“Perhaps all the first stories were cautionary tales that helped save lives, and that’s why we’re so hardwired to want, crave, and treasure them.”

— “How to Tell a Story” by The Moth’s Meg Bowles, Catherine Burns, Jennifer Hixson, Sarah Austin Jenness, and Kate Tellers.

My favorite thing I did in college was watch perfume ads…

Yes, Perfume ads. I remember watching Valentino’s “Donna”, and then Calvin Klein’s “Eternity”, when my professor asks us a question;

“How do you sell a product you cannot perceive? How could I ever convince you to purchase a smell, when you have no idea what it smells like?”

The answer is: Through a story.

I learned that sometimes what we as marketers sell, and what our consumer purchases isn’t the product at all, but our story.

Buying “Donna” is not buying the smell of vanilla.

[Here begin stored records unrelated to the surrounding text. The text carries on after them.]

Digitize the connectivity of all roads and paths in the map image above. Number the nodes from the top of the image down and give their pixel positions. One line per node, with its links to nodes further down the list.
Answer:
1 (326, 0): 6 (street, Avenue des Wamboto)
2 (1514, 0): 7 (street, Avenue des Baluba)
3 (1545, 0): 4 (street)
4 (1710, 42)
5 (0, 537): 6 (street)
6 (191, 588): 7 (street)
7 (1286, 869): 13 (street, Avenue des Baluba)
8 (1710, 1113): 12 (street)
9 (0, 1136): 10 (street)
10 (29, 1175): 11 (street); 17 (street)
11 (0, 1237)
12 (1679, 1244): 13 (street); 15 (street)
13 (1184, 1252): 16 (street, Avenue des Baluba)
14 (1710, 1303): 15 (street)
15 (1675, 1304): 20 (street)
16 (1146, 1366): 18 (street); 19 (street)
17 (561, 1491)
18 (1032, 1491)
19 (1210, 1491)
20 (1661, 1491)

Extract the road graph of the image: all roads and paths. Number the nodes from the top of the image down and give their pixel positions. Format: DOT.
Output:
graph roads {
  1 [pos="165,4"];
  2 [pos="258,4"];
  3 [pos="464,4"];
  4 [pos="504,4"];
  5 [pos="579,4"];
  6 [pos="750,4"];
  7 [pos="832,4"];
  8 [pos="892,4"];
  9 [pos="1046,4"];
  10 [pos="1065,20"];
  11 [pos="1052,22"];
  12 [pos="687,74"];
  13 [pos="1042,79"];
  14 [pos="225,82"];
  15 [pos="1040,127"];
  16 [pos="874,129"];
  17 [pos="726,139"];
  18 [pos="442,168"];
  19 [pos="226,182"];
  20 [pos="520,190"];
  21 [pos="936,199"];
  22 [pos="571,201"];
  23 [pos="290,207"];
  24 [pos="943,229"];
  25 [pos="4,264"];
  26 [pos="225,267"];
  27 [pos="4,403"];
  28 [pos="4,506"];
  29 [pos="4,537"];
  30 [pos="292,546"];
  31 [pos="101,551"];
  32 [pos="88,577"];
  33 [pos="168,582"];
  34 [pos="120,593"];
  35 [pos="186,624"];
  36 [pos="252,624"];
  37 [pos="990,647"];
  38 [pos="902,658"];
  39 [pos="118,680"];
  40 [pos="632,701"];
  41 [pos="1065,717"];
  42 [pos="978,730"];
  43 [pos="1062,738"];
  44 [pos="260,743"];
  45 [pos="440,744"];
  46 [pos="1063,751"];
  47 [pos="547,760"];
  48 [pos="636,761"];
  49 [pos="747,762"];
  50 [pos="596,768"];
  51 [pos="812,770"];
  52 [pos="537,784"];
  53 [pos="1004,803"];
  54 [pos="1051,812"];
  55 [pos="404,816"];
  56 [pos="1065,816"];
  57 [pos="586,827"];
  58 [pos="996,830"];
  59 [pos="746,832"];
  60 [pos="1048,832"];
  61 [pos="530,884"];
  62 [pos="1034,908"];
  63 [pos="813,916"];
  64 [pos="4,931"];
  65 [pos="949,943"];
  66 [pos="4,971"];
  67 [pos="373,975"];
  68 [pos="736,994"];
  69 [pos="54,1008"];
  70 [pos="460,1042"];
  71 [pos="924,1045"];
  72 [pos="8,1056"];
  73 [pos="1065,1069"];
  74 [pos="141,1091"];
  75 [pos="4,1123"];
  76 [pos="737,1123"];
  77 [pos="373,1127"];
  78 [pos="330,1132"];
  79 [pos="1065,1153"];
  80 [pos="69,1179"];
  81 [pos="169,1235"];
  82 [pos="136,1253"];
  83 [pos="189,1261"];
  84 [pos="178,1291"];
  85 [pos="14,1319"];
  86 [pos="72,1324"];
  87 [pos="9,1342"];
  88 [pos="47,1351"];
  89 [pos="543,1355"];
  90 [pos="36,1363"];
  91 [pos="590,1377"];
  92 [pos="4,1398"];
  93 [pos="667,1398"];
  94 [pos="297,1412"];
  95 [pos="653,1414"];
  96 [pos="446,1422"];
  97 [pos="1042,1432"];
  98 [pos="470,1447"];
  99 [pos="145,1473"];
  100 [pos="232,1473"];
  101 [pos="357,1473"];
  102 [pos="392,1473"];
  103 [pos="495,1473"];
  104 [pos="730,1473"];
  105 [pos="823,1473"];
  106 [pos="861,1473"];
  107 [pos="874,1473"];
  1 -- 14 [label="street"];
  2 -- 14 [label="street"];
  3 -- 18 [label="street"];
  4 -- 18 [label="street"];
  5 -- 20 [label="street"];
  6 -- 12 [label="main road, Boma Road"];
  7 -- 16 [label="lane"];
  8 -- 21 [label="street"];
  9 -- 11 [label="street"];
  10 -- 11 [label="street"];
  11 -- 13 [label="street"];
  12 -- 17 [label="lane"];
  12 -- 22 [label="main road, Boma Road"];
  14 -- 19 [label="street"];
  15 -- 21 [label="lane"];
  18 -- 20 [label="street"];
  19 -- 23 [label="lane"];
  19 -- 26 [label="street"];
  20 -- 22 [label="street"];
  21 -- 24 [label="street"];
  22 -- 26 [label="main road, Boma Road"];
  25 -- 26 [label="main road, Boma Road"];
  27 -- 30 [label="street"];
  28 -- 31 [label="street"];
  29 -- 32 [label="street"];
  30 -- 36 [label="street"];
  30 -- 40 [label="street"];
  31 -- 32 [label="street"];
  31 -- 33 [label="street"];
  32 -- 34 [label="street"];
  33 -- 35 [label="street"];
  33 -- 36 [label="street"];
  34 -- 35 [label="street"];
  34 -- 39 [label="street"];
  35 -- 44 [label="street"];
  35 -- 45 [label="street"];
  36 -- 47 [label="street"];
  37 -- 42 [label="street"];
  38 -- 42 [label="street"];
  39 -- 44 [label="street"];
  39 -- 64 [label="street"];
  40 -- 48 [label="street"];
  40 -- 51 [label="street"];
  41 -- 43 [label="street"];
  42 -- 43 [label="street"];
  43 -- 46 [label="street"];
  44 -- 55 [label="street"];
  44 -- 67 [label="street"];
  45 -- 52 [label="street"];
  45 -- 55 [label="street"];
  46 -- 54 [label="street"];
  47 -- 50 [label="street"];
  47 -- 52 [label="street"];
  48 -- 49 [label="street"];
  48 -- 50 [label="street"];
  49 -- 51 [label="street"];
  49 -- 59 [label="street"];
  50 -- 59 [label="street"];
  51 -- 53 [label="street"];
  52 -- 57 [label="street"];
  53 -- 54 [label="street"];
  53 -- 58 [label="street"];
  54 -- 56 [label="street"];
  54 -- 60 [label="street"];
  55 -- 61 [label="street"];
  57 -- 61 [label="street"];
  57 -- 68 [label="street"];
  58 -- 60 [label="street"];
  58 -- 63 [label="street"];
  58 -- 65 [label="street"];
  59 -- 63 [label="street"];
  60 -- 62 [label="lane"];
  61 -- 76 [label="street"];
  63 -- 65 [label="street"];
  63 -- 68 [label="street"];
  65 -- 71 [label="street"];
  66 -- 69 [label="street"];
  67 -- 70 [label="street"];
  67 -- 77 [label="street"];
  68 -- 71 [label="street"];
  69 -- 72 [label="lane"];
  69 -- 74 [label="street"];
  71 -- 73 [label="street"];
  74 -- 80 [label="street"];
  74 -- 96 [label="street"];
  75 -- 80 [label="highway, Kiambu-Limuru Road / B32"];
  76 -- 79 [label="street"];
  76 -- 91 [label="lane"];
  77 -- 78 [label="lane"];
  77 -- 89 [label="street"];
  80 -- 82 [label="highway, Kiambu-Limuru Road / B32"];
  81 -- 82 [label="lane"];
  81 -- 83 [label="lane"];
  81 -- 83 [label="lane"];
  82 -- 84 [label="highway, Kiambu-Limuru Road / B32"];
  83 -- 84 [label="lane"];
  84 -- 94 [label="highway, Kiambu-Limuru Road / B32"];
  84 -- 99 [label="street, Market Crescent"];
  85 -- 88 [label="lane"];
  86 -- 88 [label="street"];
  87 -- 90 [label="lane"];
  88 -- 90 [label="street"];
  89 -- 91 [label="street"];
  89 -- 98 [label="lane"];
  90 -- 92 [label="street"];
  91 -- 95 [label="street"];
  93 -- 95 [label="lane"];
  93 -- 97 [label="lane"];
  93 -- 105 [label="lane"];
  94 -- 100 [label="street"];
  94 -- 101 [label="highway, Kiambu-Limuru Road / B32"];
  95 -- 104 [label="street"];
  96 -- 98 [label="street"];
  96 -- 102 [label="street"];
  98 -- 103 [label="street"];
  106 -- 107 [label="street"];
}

I become her. I purchase and embody the essence of what it means to be an Italian femme fatale. I purchase her mystique and elegance. I purchase her story.

I was enthralled. I would later go home to force my friends through ad-watching sessions and be delighted to see their shared intrigue at the same concept. To sell a story.

This is what drives my passion for marketing. Understanding people’s aspirations, their base desires, and offering those desires to them. Being a marketer, to me, means being a professional story-teller.

Let’s tell your story together.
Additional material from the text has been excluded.